WHAT YOU WILL DO:
Please copy every line with the string "wrist" from the entries below.

(Records drawn from a dataset)
******************************

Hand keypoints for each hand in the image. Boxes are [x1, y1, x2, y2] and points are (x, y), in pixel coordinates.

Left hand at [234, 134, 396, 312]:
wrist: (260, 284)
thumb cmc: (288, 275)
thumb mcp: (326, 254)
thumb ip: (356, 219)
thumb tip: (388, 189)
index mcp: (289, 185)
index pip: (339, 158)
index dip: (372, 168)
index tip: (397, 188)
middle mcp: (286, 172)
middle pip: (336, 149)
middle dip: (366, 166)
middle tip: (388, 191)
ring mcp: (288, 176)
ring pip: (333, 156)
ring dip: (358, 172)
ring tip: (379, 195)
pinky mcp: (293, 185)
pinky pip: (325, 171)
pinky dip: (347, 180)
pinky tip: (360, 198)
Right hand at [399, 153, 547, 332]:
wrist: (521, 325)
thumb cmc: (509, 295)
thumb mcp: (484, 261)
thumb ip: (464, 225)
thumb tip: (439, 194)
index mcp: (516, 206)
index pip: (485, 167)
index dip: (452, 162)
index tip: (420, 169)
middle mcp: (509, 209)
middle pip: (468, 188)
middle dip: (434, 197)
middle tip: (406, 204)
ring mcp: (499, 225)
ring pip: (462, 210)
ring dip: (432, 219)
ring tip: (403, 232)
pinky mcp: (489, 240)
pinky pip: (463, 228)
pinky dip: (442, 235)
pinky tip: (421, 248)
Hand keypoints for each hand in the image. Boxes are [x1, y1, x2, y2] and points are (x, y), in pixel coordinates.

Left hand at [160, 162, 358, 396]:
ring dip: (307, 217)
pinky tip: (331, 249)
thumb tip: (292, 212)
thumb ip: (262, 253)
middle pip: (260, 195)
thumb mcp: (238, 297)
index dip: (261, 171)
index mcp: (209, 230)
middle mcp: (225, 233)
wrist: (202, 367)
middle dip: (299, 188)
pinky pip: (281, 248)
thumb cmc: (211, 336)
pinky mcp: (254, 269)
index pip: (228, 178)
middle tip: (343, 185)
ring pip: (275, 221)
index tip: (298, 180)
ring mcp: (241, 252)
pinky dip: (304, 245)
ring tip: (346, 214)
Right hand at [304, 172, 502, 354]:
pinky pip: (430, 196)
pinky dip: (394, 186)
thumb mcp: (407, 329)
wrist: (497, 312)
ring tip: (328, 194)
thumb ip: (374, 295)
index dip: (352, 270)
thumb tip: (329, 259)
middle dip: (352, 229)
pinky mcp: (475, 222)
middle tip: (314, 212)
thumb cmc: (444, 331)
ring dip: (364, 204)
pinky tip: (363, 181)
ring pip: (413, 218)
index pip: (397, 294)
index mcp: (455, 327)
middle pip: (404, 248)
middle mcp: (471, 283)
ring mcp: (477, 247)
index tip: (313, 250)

******************************

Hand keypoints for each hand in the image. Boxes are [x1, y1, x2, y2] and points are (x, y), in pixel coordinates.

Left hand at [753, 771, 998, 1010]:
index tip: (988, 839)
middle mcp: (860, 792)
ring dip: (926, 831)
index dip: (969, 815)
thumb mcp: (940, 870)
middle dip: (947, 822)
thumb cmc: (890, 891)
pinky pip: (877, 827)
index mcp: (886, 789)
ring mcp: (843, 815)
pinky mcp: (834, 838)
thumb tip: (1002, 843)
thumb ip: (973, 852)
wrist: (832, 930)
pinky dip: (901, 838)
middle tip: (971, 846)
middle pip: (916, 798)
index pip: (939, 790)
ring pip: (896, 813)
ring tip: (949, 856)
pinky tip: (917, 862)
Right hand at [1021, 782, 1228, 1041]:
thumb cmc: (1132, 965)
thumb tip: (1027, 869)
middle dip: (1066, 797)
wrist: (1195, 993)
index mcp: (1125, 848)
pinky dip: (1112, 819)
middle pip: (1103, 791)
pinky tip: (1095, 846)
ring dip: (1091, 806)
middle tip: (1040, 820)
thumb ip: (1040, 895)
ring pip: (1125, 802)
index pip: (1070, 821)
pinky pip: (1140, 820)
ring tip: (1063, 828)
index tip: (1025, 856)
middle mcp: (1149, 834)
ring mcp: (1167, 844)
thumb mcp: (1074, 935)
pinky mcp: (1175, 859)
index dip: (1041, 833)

******************************

WRITTEN RESPONSE:
wrist: (260, 284)
wrist: (521, 325)
wrist: (202, 367)
wrist: (497, 312)
wrist: (832, 930)
wrist: (1195, 993)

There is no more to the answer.